One afternoon is spent on a tiny spit of white sand, saved to memory when Patti and Goris first sailed this route in the late 1990s. We swim in its surrounding pristine waters, wakeboard badly, and seek out shells on its shores. For sunset, we head in the opposite direction to a shallow mangrove for cocktails beneath an endless stream of fruit bats heading out to feed — before returning to our desert island now transformed into a lantern-lit beach barbecue where we feast on freshly grilled fish and watch the moon slip beyond the horizon. “They’re like family,” Tresno says warmly of his crew as they serenade us with traditional songs (plus a rousing version of Hotel California).
After an almost exclusively shoe-less week, we visit terra firma just twice more. One sweltering late afternoon, we stroll up through the jungle to a small village, just in time for the big volleyball game. Our greeting is as warm as the weather — delighted children pose for selfies; elders smile, wave and offer sips of home-brewed arak.
With Flores now firmly in sight, we mark our last full day on board with an excursion of particular significance. “This is where I first learnt to dive,” says Goris as we come ashore at a now-abandoned dive centre on the island’s eastern coast. But the connection runs deeper than that.

We drive up steep hairpin roads into the clouds, and are led into the jungle by village guides who pause to harvest coconuts, nutmeg and the roots of a morinda tree. With a few swift machete chops, the coconuts are served as refreshment when we reach a clearing. A little further up the hill, we see how those red morinda roots are used: pulped by hand as part of the dye-making process. Nearby, three women mix lime, indigo, and ash to make blue dyes. The ikat technique that utilizes these hues has been carried out here for thousands of years, the fabrics traded with merchants from all over the globe. Goris explains that the gecko motif present on a few of the women’s sarongs is a symbol of protection and success.
I’m presented with an ikat sash of my own (I gratefully count four geckos). We’re danced into a courtyard and invited to observe a ceremony to remember the village ancestors. And there, at the front, is a framed picture of Patti dressed in ikat and blessed as one of their own. “Occasionally, a few other tourists might find their way here but this true connection all comes from Patti,” explains Goris fondly.
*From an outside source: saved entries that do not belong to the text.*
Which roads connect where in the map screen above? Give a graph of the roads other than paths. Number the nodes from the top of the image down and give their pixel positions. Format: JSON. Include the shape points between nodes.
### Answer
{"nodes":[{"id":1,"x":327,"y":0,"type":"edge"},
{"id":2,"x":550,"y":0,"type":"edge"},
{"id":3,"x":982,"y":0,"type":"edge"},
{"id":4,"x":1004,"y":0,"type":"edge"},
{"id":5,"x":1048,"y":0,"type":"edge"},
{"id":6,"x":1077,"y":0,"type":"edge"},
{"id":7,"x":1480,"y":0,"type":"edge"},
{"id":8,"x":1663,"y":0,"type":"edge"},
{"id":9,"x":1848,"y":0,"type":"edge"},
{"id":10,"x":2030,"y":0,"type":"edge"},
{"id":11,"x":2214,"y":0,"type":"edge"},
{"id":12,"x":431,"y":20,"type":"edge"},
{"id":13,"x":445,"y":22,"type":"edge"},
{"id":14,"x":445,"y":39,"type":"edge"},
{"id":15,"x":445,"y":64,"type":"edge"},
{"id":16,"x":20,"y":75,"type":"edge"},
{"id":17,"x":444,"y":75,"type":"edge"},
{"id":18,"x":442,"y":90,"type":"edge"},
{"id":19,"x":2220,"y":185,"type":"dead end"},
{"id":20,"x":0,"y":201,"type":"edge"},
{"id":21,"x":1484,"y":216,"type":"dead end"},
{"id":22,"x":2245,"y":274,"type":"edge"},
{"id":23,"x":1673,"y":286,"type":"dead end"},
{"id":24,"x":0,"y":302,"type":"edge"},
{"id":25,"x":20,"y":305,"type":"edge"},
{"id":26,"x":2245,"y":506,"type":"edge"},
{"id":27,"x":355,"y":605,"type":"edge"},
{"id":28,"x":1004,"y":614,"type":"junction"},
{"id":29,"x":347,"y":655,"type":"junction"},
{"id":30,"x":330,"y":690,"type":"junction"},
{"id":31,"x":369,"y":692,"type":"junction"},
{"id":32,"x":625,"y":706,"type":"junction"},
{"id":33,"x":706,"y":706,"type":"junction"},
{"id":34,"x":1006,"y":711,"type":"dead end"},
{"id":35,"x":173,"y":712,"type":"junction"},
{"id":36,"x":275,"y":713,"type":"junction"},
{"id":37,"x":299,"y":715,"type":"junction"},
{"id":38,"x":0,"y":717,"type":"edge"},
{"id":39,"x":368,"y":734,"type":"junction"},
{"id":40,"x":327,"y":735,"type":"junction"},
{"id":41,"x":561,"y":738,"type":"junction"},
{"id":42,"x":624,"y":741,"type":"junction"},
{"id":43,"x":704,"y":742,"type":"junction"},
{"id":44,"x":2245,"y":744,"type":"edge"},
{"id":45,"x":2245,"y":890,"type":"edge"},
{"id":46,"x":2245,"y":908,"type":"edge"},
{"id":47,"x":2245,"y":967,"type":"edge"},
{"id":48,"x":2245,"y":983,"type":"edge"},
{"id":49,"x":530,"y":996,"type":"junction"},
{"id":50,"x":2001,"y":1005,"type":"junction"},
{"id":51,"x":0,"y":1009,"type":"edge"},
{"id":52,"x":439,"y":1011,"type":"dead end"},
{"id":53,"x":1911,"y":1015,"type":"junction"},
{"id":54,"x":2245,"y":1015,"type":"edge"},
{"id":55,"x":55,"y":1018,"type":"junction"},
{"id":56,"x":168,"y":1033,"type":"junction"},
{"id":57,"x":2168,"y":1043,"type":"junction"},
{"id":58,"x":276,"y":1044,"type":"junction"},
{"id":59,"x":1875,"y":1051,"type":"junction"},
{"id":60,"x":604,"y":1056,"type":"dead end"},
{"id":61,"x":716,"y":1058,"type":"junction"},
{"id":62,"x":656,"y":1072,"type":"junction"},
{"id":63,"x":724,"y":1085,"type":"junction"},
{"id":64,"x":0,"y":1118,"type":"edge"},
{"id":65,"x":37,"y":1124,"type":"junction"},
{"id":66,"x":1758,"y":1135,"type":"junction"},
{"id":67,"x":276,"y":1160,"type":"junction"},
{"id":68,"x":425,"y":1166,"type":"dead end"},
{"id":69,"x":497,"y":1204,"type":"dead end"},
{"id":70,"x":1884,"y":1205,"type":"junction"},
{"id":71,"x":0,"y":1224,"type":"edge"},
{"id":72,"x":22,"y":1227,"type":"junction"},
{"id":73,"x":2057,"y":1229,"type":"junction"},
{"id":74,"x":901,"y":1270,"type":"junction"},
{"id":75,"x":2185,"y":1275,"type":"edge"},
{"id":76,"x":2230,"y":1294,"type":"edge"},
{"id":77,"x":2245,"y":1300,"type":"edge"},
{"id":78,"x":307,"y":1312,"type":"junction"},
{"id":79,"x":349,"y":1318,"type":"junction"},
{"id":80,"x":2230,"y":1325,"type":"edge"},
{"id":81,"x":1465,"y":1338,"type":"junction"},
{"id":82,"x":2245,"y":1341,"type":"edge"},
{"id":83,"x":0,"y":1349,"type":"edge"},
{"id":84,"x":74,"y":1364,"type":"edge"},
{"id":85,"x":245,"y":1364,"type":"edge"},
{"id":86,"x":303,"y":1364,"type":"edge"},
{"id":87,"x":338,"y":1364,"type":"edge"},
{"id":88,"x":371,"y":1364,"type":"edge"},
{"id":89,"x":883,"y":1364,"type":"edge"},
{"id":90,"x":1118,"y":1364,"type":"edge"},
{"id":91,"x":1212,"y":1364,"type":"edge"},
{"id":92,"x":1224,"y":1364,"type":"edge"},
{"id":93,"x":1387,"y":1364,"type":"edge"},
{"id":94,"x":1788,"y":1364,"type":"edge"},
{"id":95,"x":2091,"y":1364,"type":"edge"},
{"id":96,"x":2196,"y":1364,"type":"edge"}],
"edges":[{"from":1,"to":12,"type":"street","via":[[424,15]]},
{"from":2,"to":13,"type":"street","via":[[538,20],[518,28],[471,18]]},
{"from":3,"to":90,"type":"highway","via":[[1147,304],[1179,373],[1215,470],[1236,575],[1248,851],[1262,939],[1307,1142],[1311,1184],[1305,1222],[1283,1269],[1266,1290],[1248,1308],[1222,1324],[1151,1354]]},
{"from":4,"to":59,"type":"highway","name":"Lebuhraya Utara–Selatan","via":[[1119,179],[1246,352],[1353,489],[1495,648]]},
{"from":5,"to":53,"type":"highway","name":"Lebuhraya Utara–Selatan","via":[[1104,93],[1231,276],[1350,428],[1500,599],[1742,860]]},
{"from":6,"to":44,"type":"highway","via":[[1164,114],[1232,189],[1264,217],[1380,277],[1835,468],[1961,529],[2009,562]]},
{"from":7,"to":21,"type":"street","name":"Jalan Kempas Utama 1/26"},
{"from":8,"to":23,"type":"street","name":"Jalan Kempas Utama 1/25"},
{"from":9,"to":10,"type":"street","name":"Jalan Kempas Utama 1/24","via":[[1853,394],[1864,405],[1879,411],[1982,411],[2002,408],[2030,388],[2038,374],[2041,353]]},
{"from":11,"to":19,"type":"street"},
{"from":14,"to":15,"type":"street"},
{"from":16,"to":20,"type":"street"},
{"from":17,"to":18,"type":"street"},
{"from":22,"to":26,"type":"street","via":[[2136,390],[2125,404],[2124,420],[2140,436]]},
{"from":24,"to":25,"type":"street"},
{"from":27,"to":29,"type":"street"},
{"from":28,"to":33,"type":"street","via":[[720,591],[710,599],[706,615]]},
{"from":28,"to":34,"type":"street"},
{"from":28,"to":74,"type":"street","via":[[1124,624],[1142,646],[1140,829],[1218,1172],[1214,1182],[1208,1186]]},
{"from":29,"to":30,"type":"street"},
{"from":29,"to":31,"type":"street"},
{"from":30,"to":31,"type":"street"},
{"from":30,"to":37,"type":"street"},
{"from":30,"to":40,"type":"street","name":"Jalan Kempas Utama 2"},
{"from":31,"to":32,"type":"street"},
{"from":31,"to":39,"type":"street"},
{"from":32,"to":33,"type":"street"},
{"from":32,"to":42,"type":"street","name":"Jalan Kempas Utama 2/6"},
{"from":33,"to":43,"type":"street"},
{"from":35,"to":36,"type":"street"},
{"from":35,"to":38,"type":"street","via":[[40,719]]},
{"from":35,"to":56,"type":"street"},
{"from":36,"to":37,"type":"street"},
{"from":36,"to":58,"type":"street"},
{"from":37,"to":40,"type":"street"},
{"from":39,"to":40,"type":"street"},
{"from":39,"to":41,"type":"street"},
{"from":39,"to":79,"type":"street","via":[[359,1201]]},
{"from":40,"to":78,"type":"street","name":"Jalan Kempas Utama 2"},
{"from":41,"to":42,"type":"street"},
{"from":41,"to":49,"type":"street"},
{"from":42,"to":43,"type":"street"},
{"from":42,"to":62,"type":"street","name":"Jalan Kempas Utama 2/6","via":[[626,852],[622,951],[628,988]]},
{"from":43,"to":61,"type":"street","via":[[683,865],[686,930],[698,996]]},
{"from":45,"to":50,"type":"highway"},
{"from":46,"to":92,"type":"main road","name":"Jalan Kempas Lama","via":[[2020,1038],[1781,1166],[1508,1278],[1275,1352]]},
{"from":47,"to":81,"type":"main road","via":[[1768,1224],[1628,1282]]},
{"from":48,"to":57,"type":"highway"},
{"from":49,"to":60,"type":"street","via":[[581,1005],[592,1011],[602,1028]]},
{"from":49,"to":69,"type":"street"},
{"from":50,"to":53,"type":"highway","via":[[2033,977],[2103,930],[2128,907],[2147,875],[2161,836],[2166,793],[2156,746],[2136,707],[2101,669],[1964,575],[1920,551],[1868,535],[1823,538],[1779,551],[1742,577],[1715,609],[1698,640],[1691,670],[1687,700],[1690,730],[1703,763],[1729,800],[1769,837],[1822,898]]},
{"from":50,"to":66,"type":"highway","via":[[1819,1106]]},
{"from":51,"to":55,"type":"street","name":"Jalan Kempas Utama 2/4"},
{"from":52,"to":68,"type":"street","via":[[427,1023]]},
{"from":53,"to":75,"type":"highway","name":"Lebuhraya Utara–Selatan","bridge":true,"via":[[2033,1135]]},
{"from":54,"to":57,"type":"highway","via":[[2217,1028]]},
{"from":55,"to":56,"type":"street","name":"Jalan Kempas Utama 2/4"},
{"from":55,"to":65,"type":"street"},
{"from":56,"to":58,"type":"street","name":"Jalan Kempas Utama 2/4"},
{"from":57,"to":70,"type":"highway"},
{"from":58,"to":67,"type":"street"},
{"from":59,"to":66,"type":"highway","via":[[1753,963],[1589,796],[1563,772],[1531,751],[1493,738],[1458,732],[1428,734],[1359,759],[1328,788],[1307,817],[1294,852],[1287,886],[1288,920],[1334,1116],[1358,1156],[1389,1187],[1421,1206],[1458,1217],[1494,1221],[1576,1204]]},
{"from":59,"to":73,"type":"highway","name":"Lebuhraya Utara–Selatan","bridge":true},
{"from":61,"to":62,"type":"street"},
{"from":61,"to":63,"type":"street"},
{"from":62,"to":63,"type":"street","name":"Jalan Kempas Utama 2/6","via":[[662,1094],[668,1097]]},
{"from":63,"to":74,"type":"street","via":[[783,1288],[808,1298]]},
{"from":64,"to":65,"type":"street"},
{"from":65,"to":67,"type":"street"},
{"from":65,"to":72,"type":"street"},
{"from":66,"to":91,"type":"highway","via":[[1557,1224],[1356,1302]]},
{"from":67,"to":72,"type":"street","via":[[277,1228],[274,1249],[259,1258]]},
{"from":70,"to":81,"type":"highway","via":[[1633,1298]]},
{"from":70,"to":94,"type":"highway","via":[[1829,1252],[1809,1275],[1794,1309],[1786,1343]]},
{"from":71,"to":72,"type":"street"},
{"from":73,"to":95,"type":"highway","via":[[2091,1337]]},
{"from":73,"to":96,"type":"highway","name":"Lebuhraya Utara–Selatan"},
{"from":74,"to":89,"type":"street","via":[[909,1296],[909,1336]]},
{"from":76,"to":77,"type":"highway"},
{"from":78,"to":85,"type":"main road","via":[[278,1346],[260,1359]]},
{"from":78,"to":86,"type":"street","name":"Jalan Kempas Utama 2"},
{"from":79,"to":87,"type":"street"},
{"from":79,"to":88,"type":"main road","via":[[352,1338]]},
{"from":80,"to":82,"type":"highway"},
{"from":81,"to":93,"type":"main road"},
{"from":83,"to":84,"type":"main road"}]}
After the passing of some ceremonial tobacco, arak, and betel nut, things turn celebratory as the music strikes up, a fusion of the percussive gamelan of Bali and Java, and the strummed strings of Pacific island folk music. We’re treated to a traditional pre-marriage dance where a banana tree is symbolically felled, and a warrior dance where the village’s most fearsome fighter clambers a bamboo pole wielding a bow and arrow. Soon we’re all joining in — it feels perfectly genuine, joyous, and welcoming, rather than some kind of performative tourist entertainment. We dance, it’s fair to say, with abandon.